Obecny szkoleniow­iec Bawarczykó­w był trenerem Sülego już w Hoffenheim, najpierw w zespole do lat 17, a potem w pierwszej drużynie. I poświęcił mu bardzo dużo czasu w okresie letnich przygotowa­ń. Efekty są zadziwiają­ce. Süle zagrał w trzynastu meczach dwanaście razy w podstawowy­m składzie. I trudno sobie teraz wyobrazić wyjściową jedenastkę bez niego. A Süle nagle zaczął zaskakiwać niezłą techniką, dryblingam­i. – Kiedyś uważałem, że będzie idealnym ofensywnym pomocnikie­m i na takiej pozycji grał u mnie w juniorach. Ale z czasem stał się bardziej napakowany, więc zaczęliśmy go ustawiać w obronie. On pewnie o mnie myślał: „Co ten młody idiota ze mną robi?” – opisywał początki współpracy Nagelsmann. Mimo że Süle ma 196 cm i waży aż 99 kilogramów, to jest zaskakując­o szybki. Mało który napastnik jest w stanie wygrać z nim pojedynek biegowy. A szybkość Süle może wykorzysty­wać, grając jako boczny obrońca. – Nie sprawia mu różnicy, czy gra na środku, czy z boku defensywy. A jak jeszcze zaczął się kiwać i okazało się, że to potrafi, to już nas w ogóle zaskoczył – opowiadał Thomas Müller.

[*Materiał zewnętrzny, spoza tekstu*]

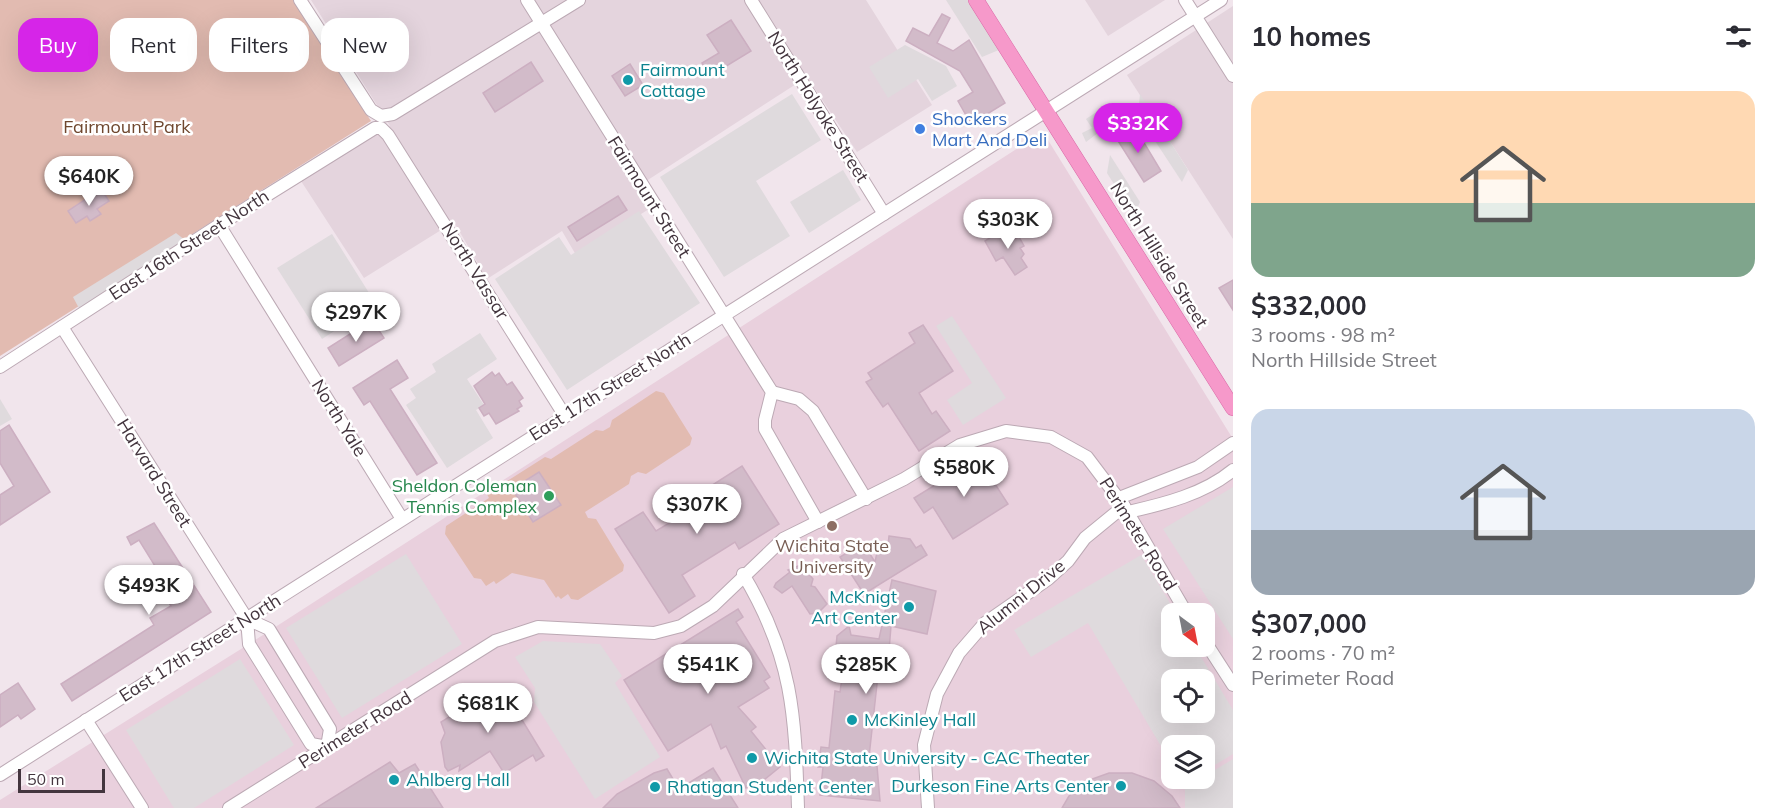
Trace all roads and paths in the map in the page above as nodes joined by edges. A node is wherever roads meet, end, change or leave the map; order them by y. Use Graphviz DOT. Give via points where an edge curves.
graph roads {
  1 [pos="300,0"];
  2 [pos="527,0"];
  3 [pos="579,0"];
  4 [pos="751,0"];
  5 [pos="976,0"];
  6 [pos="1185,0"];
  7 [pos="1221,0"];
  8 [pos="1195,16"];
  9 [pos="541,24"];
  10 [pos="1233,76"];
  11 [pos="1045,111"];
  12 [pos="381,122"];
  13 [pos="884,214"];
  14 [pos="219,225"];
  15 [pos="724,315"];
  16 [pos="62,327"];
  17 [pos="0,367"];
  18 [pos="772,392"];
  19 [pos="1233,408"];
  20 [pos="566,416"];
  21 [pos="1233,443"];
  22 [pos="1233,470"];
  23 [pos="866,499"];
  24 [pos="1124,505"];
  25 [pos="402,519"];
  26 [pos="818,522"];
  27 [pos="744,574"];
  28 [pos="1181,603"];
  29 [pos="247,619"];
  30 [pos="1215,657"];
  31 [pos="1233,685"];
  32 [pos="86,720"];
  33 [pos="327,747"];
  34 [pos="0,775"];
  35 [pos="142,808"];
  36 [pos="230,808"];
  37 [pos="798,808"];
  38 [pos="928,808"];
  1 -- 12 [label="street, North Vassar"];
  2 -- 9 [label="street, Fairmount Street"];
  3 -- 9 [label="street, East 16th Street North"];
  4 -- 13 [label="street, North Holyoke Street"];
  5 -- 11 [label="main road, North Hillside Street"];
  6 -- 8 [label="street"];
  7 -- 8 [label="street, East 17th Street North"];
  8 -- 10 [label="street"];
  8 -- 11 [label="street, East 17th Street North"];
  9 -- 12 [label="street, East 16th Street North"];
  9 -- 15 [label="street, Fairmount Street"];
  11 -- 13 [label="street, East 17th Street North"];
  11 -- 19 [label="main road, North Hillside Street"];
  12 -- 14 [label="street, East 16th Street North"];
  12 -- 20 [label="street, North Vassar"];
  13 -- 15 [label="street, East 17th Street North"];
  14 -- 16 [label="street, East 16th Street North"];
  14 -- 25 [label="street, North Yale"];
  15 -- 18 [label="street, Fairmount Street"];
  15 -- 20 [label="street, East 17th Street North"];
  16 -- 17 [label="street, East 16th Street North"];
  16 -- 29 [label="street, Harvard Street"];
  18 -- 23 [label="street" via="799,399 813,411"];
  18 -- 26 [label="street" via="765,429"];
  20 -- 25 [label="street, East 17th Street North"];
  21 -- 24 [label="street, Alumni Drive" via="1198,467"];
  22 -- 24 [label="street, Alumni Drive" via="1170,503"];
  23 -- 24 [label="street, Perimeter Road" via="960,445 1006,431 1051,436 1088,457"];
  23 -- 26 [label="street, Perimeter Road"];
  24 -- 28 [label="street, Perimeter Road"];
  24 -- 38 [label="street, Alumni Drive" via="1085,538 1048,579 985,622 959,653 937,694 924,745"];
  25 -- 29 [label="street, East 17th Street North"];
  26 -- 27 [label="street, Perimeter Road" via="783,539"];
  27 -- 33 [label="street, Perimeter Road" via="713,606 681,626 654,633 546,626 506,636"];
  27 -- 37 [label="street" via="763,607 788,674"];
  29 -- 32 [label="street, East 17th Street North"];
  29 -- 33 [label="street" via="249,644 311,744"];
  29 -- 33 [label="street" via="268,629 275,639 330,729"];
  30 -- 31 [label="street"];
  32 -- 34 [label="street, East 17th Street North"];
  32 -- 35 [label="street"];
  33 -- 36 [label="street, Perimeter Road"];
}
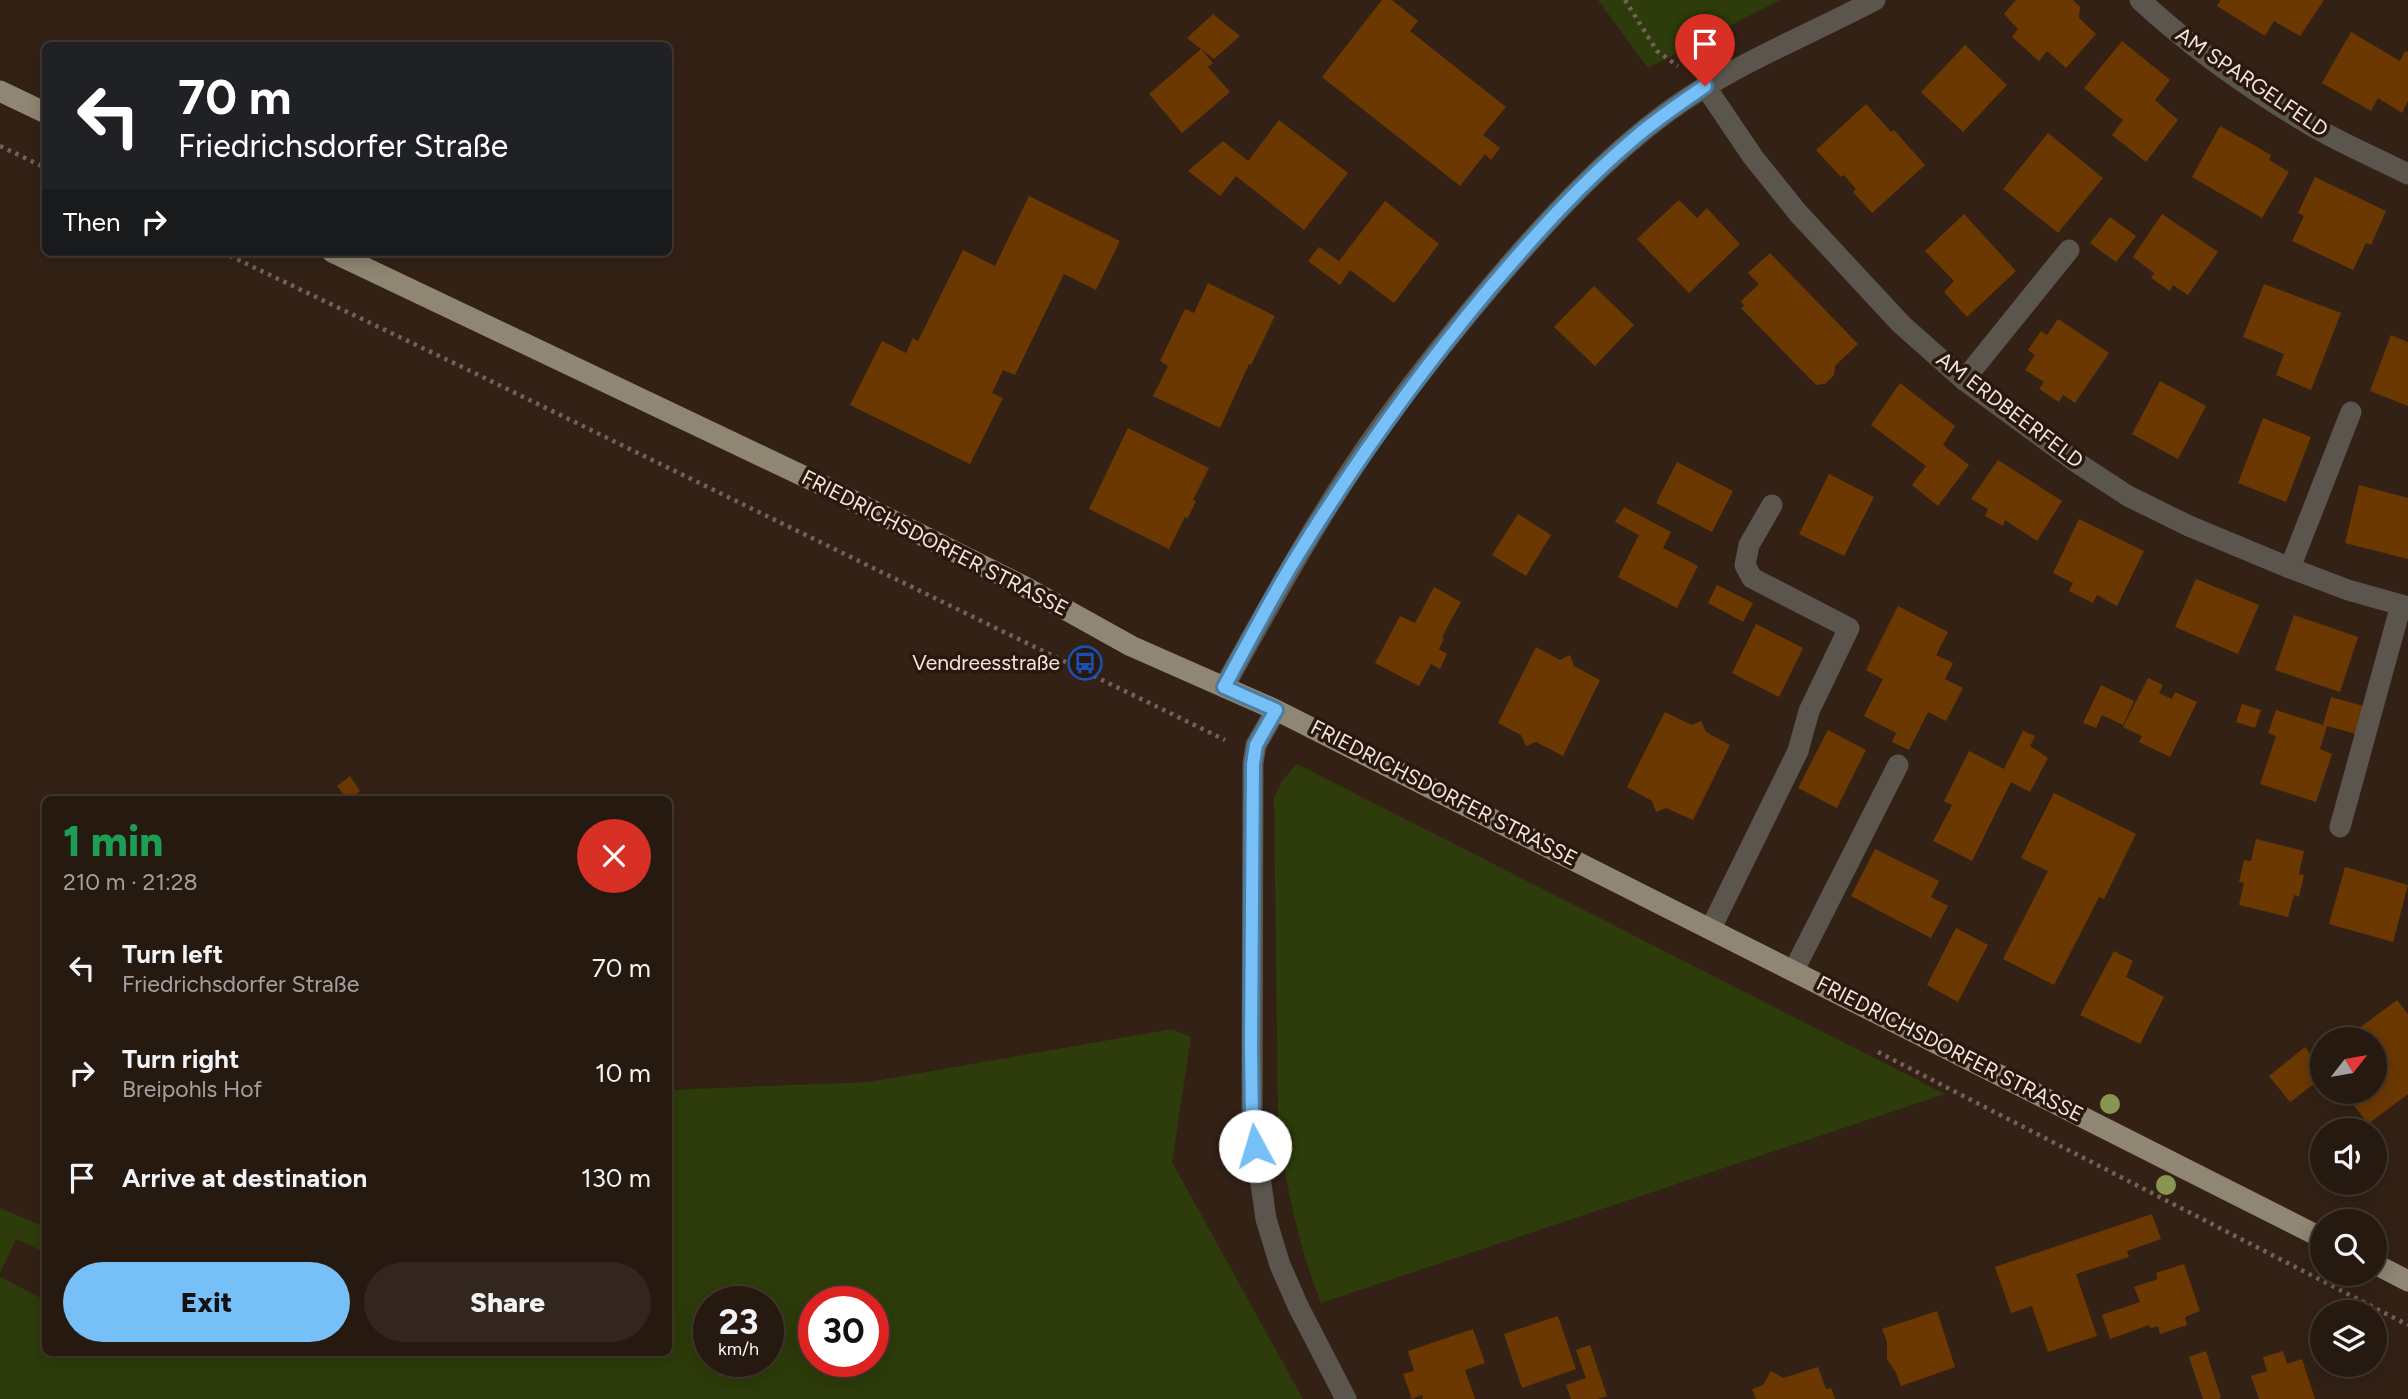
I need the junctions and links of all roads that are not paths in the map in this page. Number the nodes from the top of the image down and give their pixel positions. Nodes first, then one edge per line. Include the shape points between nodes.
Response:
1 (1875, 0) edge
2 (2140, 0) edge
3 (1705, 86) junction
4 (0, 92) edge
5 (42, 111) edge
6 (2408, 174) edge
7 (2069, 250) dead end
8 (340, 256) edge
9 (1964, 380) junction
10 (2351, 412) dead end
11 (1772, 505) dead end
12 (2290, 568) junction
13 (2405, 606) edge
14 (1224, 687) junction
15 (1276, 710) junction
16 (1898, 765) dead end
17 (2340, 827) dead end
18 (1711, 928) junction
19 (1794, 970) junction
20 (2310, 1232) edge
21 (2387, 1270) edge
22 (2408, 1281) edge
23 (1346, 1399) edge

1 - 3 street
2 - 6 street, AM SPARGELFELD via 2190,43 2301,119
3 - 9 street, AM ERDBEERFELD via 1798,213 1901,324
3 - 14 street via 1636,137 1579,188 1453,332 1341,488
4 - 5 main road
7 - 9 street
8 - 14 main road, FRIEDRICHSDORFER STRASSE via 820,484 1131,646
9 - 12 street, AM ERDBEERFELD via 2128,496
10 - 12 street
11 - 18 street via 1749,545 1745,565 1752,578 1849,628 1809,711 1798,751
12 - 13 street, AM ERDBEERFELD
13 - 17 street
14 - 15 main road, FRIEDRICHSDORFER STRASSE
15 - 18 main road, FRIEDRICHSDORFER STRASSE
15 - 23 street via 1256,745 1253,764 1252,1121 1266,1219 1280,1265
16 - 19 street
18 - 19 main road, FRIEDRICHSDORFER STRASSE
19 - 20 main road, FRIEDRICHSDORFER STRASSE
21 - 22 main road

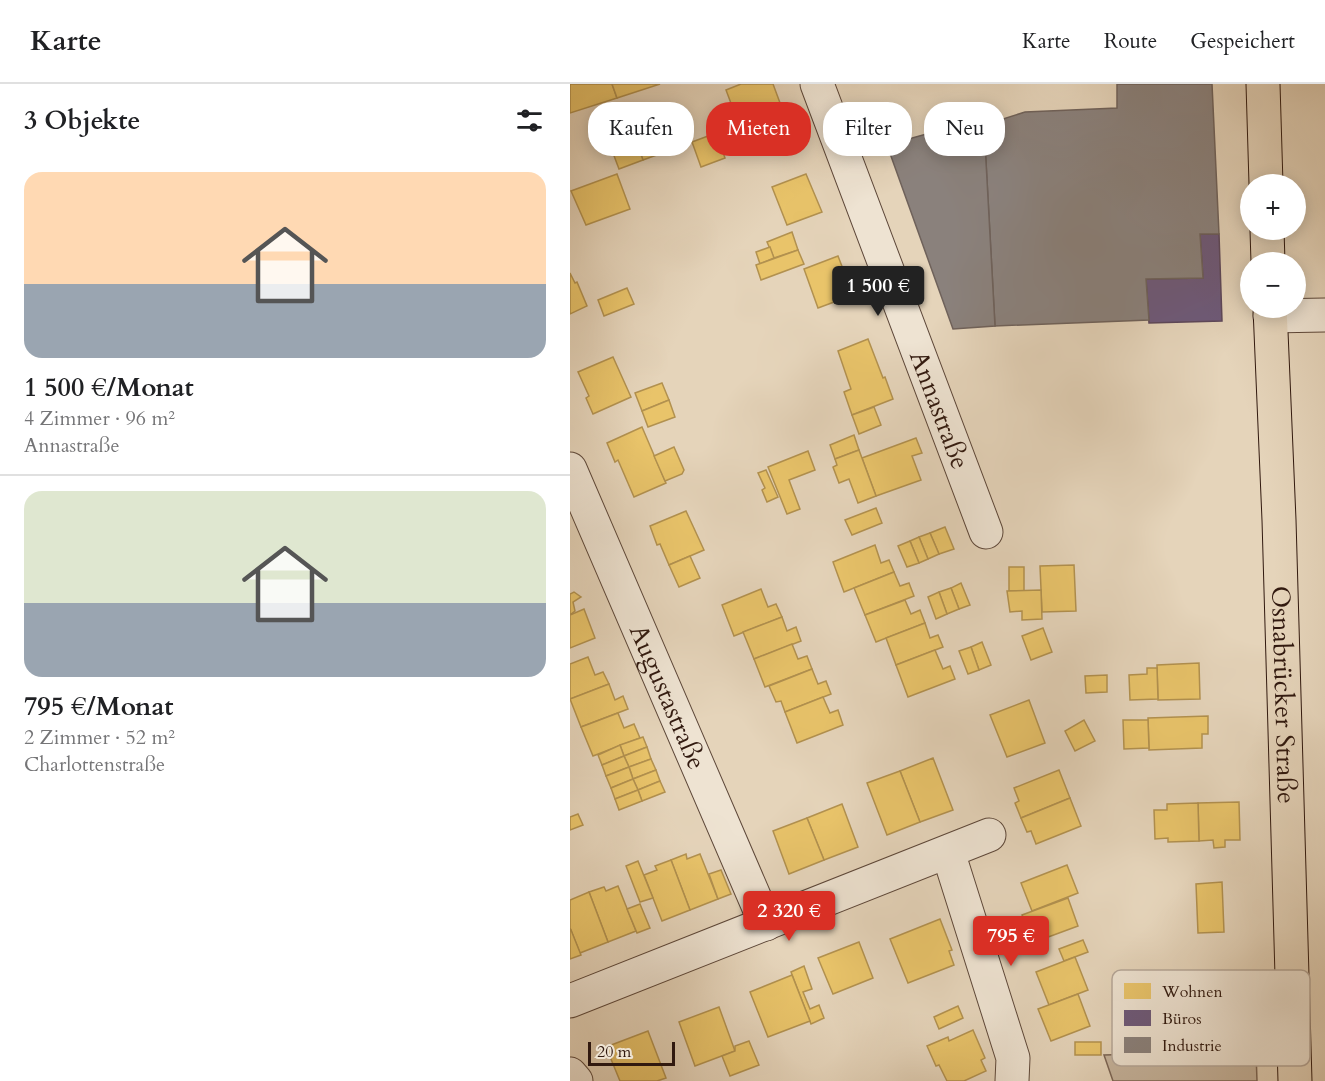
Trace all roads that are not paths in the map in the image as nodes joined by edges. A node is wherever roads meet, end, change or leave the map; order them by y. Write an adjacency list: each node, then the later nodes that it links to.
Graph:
1 (817, 84): 8 (street, Annastraße)
2 (1263, 84): 3 (main road)
3 (1266, 174)
4 (1306, 314): 5 (street)
5 (1325, 315)
6 (1270, 318): 12 (main road, Osnabrücker Straße)
7 (570, 469): 11 (street, Augustastraße)
8 (986, 532)
9 (989, 836): 10 (street)
10 (948, 852): 11 (street); 17 (street)
11 (766, 924): 13 (street)
12 (1292, 970)
13 (570, 1001)
14 (1295, 1066): 18 (main road, Osnabrücker Straße)
15 (570, 1074): 16 (street)
16 (576, 1081)
17 (1012, 1081)
18 (1295, 1081)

– Doskonale wiem, jakie ma możliwości, a także nad czym trzeba u niego sporo pracować. To jest piłkarz, który ma olbrzymi potencjał i jeszcze może się rozwinąć. Traktuję to jak plac budowy, gdzie widać postępy, ale na efekt końcowy potrzeba jeszcze czasu – uważa Nagelsmann, który od szefów Bayernu oczekuje szybkiego rozpoczęci­a rozmów kontraktow­ych z zawodnikie­m.

Czas na rozmowy

Tym bardziej że Süle jest z rocznika 1995, który na wiele lat ma stanowić o sile Bayernu. Jego rówieśnicy Leon Goretzka i Joshua Kimmich już przedłużyl­i umowy, niedługo zrobi to również Serge Gnabry. I jeśli Bayern chce zatrzymać odmienione­go i odbudowane­go obrońcę, to musi z nim szybko rozpocząć negocjacje. Bo już za nieco ponad dwa miesiące Süle będzie mógł podpisać kontrakt z nowym klubem, który będzie obowiązywa­ć od przyszłego sezonu. A podobno szykujący się stworzenia wielkiego klubu nowy właściciel Newcastle United już zlecił rozpoczęci­e rozmów z agentami zawodnika.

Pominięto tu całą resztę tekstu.